To do —
State the number of lines in these records that include the string "Hasanuddin", and say nothing more.

--- Source material ---

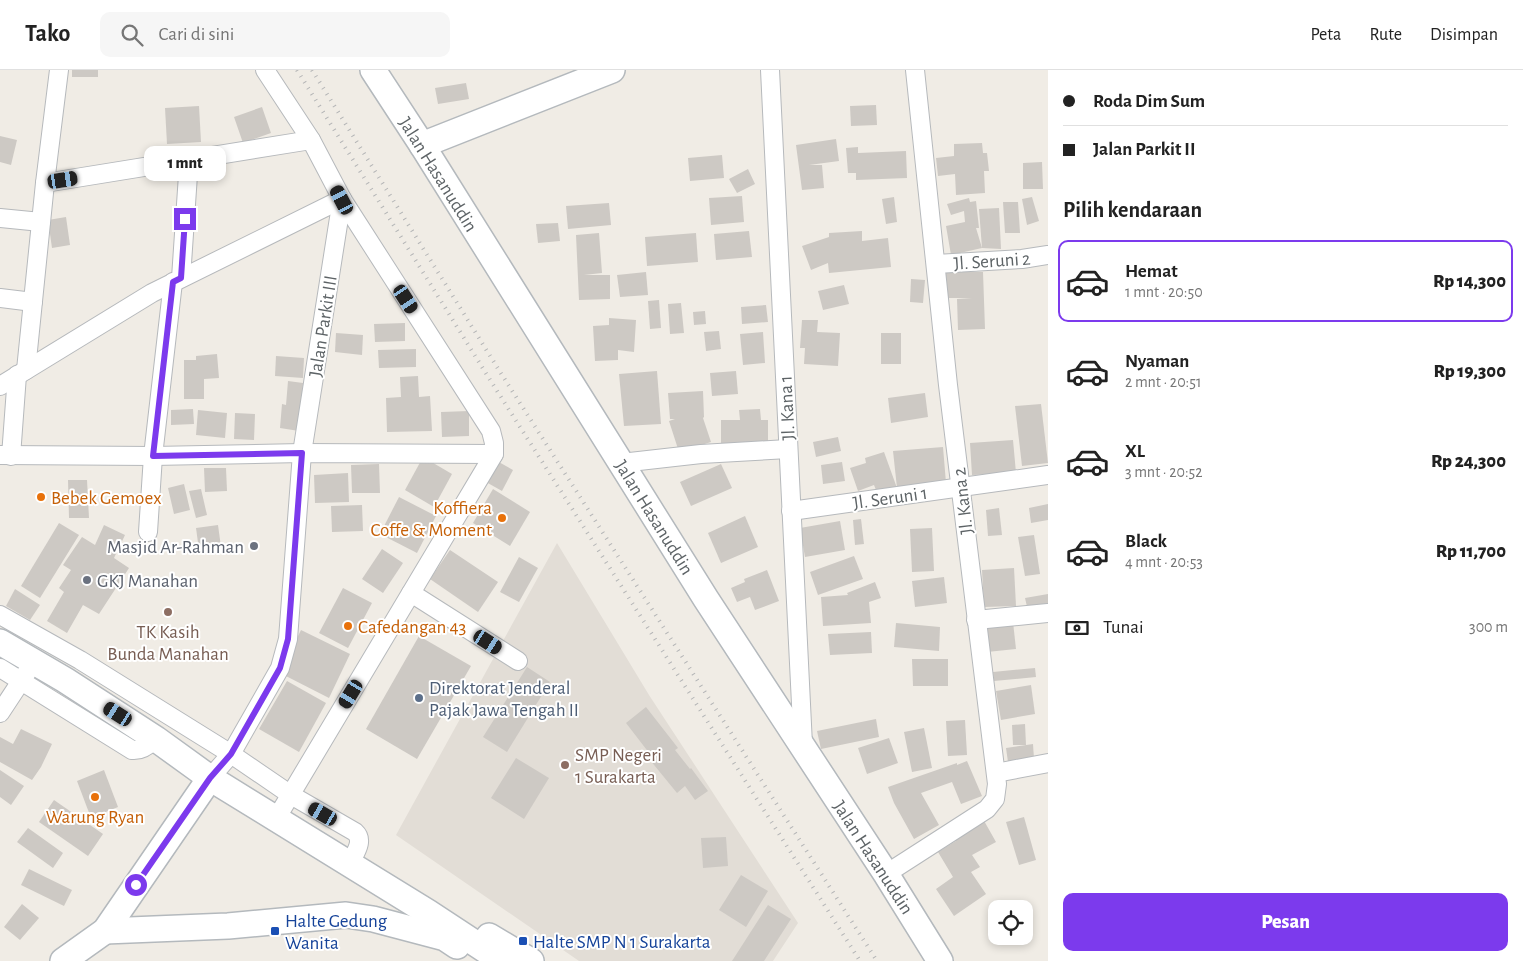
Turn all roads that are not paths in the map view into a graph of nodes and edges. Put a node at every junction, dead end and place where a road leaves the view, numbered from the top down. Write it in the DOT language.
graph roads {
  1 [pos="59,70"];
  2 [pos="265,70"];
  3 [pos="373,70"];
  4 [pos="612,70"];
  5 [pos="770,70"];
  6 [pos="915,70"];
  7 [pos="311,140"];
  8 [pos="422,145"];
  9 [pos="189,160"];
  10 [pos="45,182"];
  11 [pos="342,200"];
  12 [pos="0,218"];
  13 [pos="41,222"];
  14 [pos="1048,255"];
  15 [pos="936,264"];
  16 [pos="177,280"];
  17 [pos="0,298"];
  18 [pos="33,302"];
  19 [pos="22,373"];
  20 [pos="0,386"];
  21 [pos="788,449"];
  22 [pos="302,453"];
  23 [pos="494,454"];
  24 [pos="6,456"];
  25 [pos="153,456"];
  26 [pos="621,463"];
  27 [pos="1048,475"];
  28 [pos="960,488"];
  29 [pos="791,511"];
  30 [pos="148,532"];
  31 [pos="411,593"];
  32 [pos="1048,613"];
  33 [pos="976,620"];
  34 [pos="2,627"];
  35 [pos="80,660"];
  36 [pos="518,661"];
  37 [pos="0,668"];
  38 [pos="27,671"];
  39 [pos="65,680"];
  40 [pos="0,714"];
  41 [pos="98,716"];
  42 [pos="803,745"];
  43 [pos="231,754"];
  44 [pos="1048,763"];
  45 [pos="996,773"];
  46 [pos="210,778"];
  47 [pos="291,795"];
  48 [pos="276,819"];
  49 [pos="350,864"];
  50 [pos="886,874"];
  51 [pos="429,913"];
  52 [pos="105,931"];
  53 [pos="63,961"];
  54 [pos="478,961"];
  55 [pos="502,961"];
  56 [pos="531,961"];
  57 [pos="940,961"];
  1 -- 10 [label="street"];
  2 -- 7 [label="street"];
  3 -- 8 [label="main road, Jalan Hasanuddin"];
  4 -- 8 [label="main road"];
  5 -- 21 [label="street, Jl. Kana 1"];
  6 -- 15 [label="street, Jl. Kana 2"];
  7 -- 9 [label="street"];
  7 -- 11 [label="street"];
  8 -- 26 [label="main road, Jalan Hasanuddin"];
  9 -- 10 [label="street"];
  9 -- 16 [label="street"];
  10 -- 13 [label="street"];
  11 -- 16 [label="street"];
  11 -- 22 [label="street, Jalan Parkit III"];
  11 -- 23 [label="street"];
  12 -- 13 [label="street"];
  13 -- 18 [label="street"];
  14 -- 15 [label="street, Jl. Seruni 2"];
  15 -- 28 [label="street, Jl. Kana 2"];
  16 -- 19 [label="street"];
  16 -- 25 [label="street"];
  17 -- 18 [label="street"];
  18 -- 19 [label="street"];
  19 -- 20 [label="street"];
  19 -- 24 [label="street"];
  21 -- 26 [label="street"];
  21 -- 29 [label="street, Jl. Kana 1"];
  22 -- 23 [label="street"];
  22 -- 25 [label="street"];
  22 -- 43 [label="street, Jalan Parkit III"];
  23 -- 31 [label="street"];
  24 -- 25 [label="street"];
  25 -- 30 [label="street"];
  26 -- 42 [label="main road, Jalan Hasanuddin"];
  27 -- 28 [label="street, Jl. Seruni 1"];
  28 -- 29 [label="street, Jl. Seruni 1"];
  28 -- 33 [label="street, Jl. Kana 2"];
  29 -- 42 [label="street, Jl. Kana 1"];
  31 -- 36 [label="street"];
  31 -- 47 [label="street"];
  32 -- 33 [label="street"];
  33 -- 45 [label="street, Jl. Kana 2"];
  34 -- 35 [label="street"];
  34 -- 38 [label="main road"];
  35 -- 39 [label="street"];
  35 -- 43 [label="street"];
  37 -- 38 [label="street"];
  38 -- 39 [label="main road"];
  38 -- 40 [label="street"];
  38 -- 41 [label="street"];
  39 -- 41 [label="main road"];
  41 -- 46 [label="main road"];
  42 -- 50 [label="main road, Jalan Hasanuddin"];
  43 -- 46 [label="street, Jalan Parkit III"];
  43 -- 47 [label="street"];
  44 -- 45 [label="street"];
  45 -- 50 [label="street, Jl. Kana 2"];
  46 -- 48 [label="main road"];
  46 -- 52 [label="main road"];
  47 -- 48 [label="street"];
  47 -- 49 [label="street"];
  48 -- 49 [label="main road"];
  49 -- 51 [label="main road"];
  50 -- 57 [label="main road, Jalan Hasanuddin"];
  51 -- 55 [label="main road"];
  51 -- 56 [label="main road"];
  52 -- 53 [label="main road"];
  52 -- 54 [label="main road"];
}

---

Output for this task —
5